▸ What is being asked
Set the pictures aside and set down only the lines from the line holding "thumb ip: (975, 996)" through the end of the entries below, ends included.

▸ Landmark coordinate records
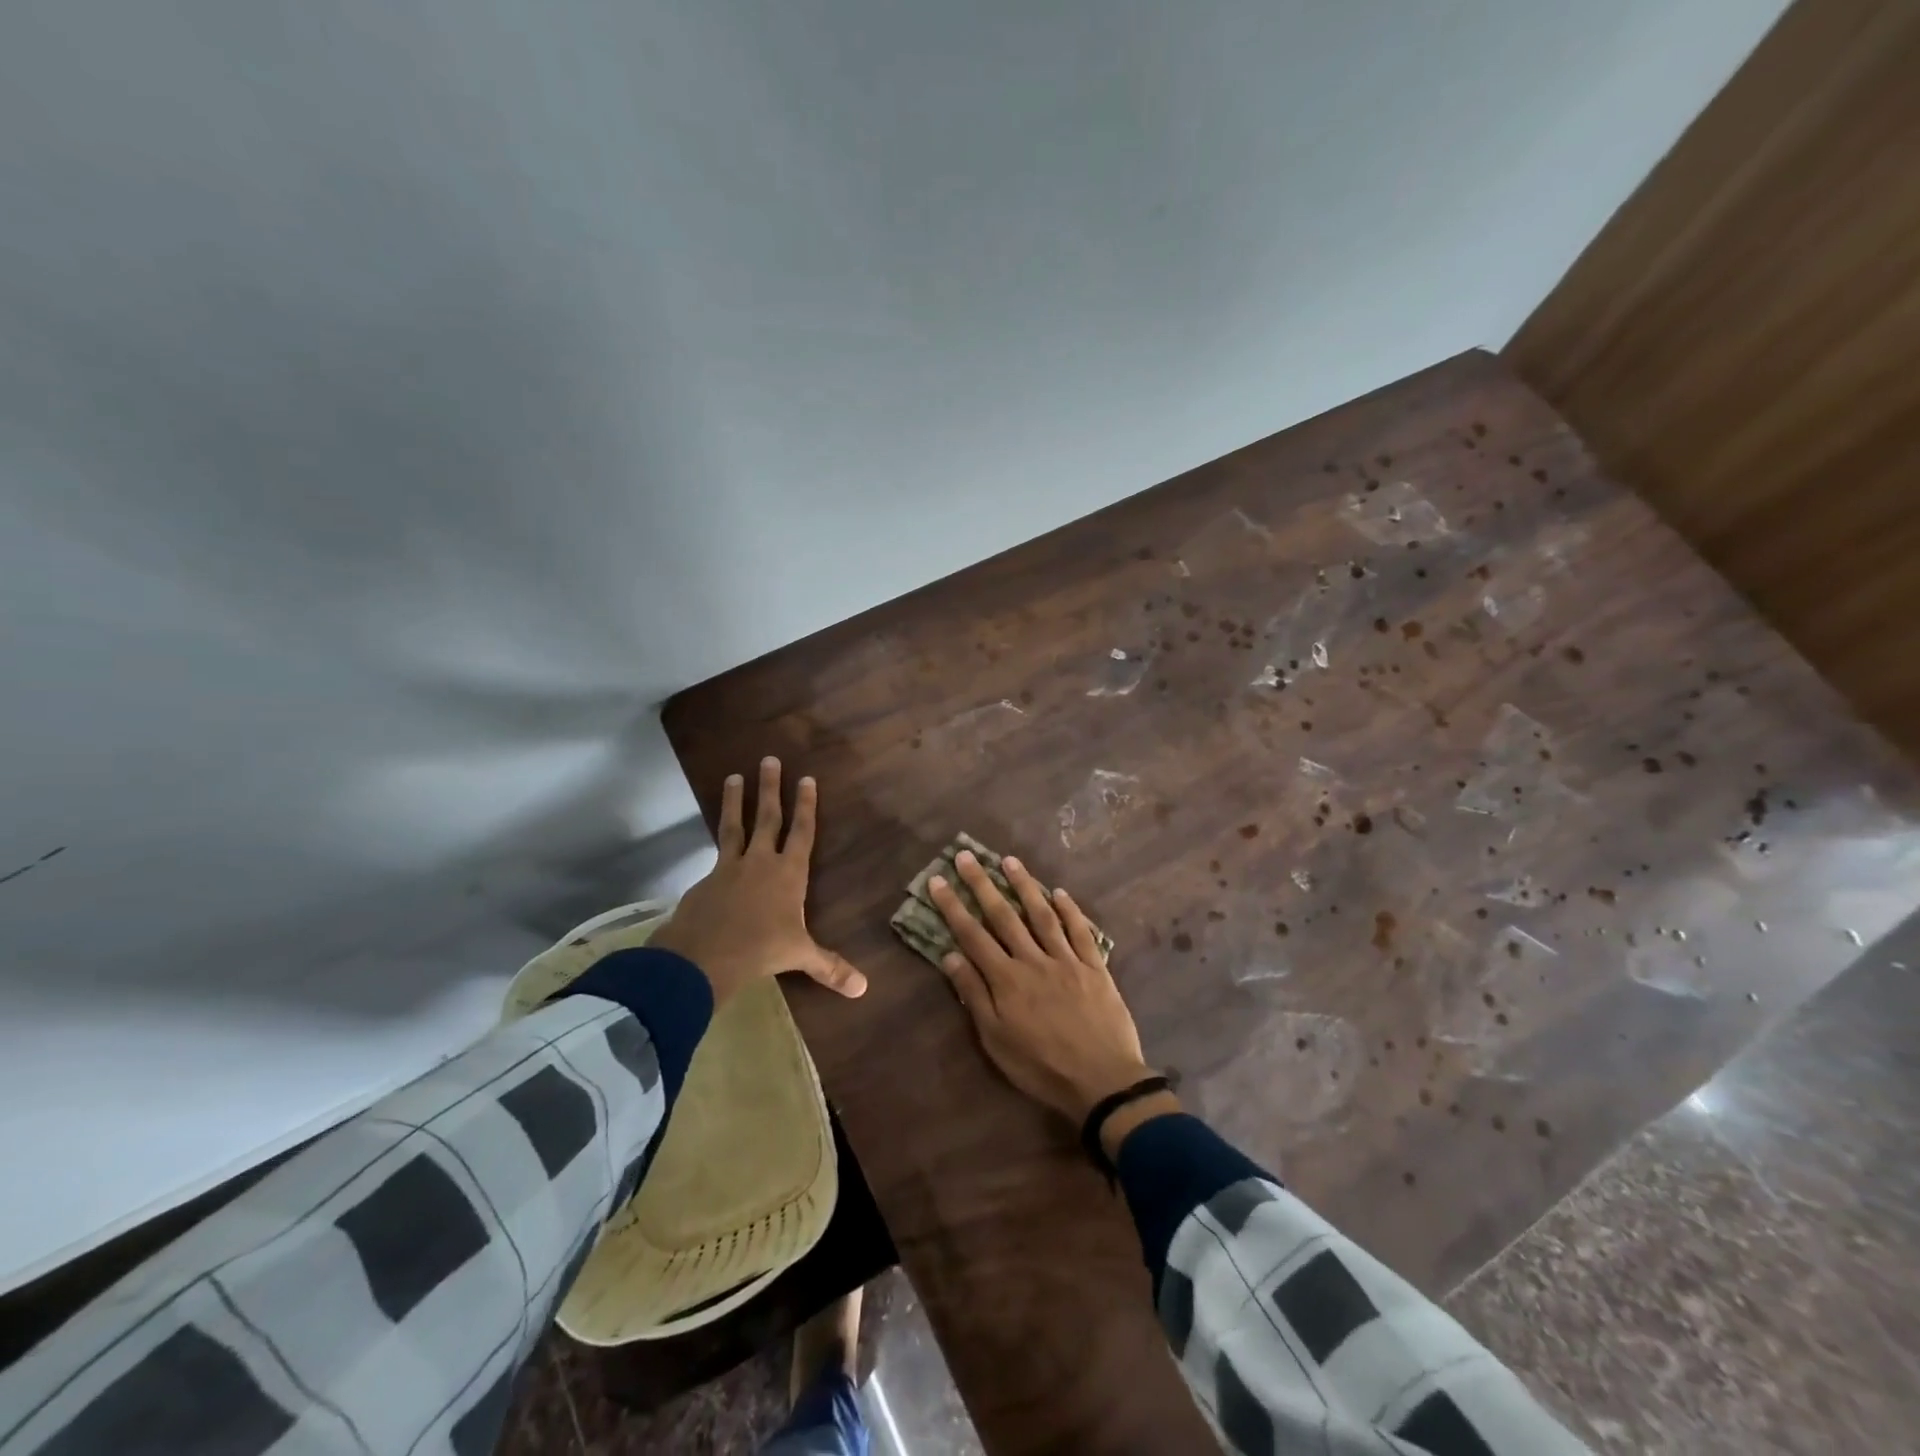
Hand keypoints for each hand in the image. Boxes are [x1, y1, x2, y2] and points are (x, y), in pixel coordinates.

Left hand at [648, 758, 867, 1005]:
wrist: (705, 956)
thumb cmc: (762, 950)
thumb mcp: (799, 956)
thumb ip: (829, 967)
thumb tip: (863, 989)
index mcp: (789, 873)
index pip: (802, 831)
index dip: (806, 805)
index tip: (806, 779)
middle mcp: (761, 862)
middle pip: (768, 817)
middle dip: (771, 788)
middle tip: (770, 760)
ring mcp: (730, 867)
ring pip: (735, 825)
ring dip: (734, 800)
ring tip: (732, 776)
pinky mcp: (706, 879)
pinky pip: (715, 853)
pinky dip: (716, 843)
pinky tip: (714, 842)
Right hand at [928, 851, 1161, 1127]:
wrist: (1102, 1081)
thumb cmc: (1041, 1067)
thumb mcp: (996, 1041)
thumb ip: (975, 996)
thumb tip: (951, 957)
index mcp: (1006, 980)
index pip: (972, 935)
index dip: (953, 907)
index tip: (938, 880)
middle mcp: (1033, 960)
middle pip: (1003, 916)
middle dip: (982, 884)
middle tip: (966, 856)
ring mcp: (1066, 960)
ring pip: (1041, 915)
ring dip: (1024, 885)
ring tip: (1010, 861)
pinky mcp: (1094, 966)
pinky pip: (1080, 931)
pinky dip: (1070, 910)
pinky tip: (1059, 892)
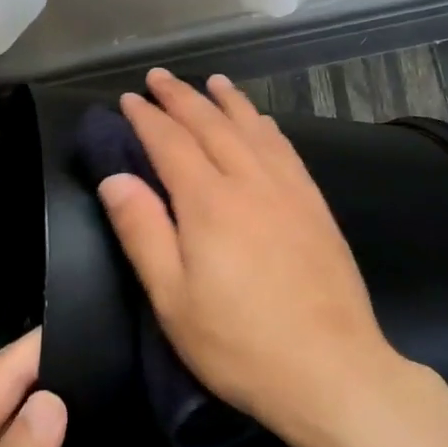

▸ Response box
thumb ip: (975, 996)
thumb tip: (951, 957)
index mcp: (1006, 980)
index pip: (972, 935)
index dip: (953, 907)
index tip: (938, 880)
middle mcp: (1033, 960)
middle pip: (1003, 916)
middle dip: (982, 884)
middle tip: (966, 856)
ring mcp: (1066, 960)
ring pip: (1041, 915)
ring dip: (1024, 885)
ring tip: (1010, 861)
pinky mcp: (1094, 966)
pinky pip: (1080, 931)
pinky dip: (1070, 910)
pinky tip: (1059, 892)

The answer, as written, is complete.